> **TASK**
What is needed is an exact copy of the line where "Please list the" appears plus every later line in the material.

+ + + + +

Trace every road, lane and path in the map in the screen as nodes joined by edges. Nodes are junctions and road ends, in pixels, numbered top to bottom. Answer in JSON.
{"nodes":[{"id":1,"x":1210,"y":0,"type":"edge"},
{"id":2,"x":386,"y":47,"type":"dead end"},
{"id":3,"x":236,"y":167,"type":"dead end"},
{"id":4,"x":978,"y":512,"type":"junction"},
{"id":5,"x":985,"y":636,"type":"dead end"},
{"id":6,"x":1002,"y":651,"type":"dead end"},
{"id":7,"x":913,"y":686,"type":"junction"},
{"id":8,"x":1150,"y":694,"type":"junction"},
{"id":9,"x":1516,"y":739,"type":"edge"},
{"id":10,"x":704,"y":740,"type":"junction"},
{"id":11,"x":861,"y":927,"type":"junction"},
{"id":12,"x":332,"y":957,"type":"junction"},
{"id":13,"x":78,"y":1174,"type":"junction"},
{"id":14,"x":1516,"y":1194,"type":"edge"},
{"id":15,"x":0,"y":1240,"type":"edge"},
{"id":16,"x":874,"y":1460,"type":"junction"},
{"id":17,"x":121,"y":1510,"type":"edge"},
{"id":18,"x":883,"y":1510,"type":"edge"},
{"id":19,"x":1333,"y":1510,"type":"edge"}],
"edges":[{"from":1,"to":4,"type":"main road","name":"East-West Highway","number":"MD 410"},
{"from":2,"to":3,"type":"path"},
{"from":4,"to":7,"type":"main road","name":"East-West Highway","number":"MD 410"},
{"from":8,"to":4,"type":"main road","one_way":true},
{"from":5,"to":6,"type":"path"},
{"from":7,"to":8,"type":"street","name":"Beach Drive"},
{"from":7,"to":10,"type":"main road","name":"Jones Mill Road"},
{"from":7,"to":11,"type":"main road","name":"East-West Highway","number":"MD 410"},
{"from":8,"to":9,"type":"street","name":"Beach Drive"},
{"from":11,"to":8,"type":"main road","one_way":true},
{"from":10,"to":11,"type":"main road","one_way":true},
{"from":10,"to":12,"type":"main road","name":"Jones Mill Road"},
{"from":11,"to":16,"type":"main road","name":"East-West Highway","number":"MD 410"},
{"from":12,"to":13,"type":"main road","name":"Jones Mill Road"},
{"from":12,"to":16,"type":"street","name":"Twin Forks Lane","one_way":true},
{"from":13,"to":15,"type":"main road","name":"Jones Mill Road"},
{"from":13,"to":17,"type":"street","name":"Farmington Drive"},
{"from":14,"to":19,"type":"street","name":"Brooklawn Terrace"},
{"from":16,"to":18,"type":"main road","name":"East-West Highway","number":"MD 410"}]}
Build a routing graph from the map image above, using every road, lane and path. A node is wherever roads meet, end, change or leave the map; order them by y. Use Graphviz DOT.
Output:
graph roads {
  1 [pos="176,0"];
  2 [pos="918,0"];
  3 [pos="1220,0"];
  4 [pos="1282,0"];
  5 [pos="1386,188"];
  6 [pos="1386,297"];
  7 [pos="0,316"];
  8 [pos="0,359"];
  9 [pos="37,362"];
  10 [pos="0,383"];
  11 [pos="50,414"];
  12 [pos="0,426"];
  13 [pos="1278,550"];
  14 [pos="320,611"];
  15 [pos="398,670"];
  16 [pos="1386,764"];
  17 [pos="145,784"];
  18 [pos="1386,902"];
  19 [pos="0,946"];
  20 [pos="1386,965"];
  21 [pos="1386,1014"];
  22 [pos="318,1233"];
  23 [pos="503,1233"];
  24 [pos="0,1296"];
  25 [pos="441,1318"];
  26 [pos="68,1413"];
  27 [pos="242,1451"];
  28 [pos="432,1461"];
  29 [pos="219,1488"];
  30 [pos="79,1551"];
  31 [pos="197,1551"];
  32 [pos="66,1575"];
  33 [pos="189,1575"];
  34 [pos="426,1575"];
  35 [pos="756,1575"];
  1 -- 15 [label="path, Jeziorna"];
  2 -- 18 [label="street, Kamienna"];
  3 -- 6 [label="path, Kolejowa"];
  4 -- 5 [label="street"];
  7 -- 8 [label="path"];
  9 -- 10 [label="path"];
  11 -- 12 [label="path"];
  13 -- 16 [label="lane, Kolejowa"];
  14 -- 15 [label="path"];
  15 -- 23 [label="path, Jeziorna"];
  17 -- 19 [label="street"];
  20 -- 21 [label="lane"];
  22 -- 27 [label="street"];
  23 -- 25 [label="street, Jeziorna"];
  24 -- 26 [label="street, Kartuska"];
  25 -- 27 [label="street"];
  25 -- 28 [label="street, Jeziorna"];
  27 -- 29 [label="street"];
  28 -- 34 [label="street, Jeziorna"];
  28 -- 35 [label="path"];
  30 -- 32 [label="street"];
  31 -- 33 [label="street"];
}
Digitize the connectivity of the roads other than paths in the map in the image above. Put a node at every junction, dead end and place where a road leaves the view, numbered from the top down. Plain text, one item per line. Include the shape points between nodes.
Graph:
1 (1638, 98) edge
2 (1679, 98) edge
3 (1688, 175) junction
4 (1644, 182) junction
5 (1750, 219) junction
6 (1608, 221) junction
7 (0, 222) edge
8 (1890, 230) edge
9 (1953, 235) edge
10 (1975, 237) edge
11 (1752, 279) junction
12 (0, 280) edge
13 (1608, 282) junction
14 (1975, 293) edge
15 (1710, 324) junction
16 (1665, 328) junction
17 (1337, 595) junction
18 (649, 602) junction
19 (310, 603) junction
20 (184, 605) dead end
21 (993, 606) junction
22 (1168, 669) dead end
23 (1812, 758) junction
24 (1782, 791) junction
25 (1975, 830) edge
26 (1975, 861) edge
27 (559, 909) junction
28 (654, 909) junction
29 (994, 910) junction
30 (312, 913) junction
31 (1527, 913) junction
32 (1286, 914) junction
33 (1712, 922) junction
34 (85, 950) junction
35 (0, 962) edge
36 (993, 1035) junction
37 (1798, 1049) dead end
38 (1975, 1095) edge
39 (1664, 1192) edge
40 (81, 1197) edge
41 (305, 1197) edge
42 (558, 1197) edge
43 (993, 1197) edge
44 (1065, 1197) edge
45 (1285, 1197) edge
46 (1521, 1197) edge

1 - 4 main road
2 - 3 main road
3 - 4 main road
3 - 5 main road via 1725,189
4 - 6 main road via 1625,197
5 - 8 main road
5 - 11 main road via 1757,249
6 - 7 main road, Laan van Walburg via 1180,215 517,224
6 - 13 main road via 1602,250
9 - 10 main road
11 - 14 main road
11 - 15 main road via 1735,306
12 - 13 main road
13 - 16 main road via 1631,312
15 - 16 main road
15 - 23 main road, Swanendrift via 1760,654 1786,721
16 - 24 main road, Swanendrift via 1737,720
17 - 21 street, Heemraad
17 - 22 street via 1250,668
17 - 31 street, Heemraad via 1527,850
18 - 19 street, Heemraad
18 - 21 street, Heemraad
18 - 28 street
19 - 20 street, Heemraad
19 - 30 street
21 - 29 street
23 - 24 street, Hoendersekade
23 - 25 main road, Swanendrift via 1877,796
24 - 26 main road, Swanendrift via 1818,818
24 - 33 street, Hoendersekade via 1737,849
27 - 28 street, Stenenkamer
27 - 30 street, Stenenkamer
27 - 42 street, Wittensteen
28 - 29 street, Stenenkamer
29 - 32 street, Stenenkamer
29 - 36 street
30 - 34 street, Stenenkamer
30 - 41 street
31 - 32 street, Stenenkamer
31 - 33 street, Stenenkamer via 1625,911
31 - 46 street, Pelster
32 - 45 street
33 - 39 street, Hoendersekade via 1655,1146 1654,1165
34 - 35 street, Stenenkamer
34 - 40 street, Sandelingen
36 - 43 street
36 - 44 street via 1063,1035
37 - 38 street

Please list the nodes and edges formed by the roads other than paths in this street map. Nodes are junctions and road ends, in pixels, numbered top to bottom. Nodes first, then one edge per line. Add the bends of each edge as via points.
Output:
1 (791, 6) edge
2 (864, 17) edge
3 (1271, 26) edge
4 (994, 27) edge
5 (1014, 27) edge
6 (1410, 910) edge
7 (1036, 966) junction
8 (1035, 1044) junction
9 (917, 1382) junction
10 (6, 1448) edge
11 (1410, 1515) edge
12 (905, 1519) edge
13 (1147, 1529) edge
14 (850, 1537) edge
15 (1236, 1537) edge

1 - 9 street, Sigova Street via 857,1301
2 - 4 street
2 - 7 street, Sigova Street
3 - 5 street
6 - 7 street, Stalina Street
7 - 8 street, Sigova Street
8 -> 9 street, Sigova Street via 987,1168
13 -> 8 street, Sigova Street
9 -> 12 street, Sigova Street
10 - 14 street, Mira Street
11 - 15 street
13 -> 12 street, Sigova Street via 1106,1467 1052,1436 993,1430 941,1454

+ + + + +

> **ANSWER BOX**
Please list the nodes and edges formed by the roads other than paths in this street map. Nodes are junctions and road ends, in pixels, numbered top to bottom. Nodes first, then one edge per line. Add the bends of each edge as via points.
Output:
1 (791, 6) edge
2 (864, 17) edge
3 (1271, 26) edge
4 (994, 27) edge
5 (1014, 27) edge
6 (1410, 910) edge
7 (1036, 966) junction
8 (1035, 1044) junction
9 (917, 1382) junction
10 (6, 1448) edge
11 (1410, 1515) edge
12 (905, 1519) edge
13 (1147, 1529) edge
14 (850, 1537) edge
15 (1236, 1537) edge

1 - 9 street, Sigova Street via 857,1301
2 - 4 street
2 - 7 street, Sigova Street
3 - 5 street
6 - 7 street, Stalina Street
7 - 8 street, Sigova Street
8 -> 9 street, Sigova Street via 987,1168
13 -> 8 street, Sigova Street
9 -> 12 street, Sigova Street
10 - 14 street, Mira Street
11 - 15 street
13 -> 12 street, Sigova Street via 1106,1467 1052,1436 993,1430 941,1454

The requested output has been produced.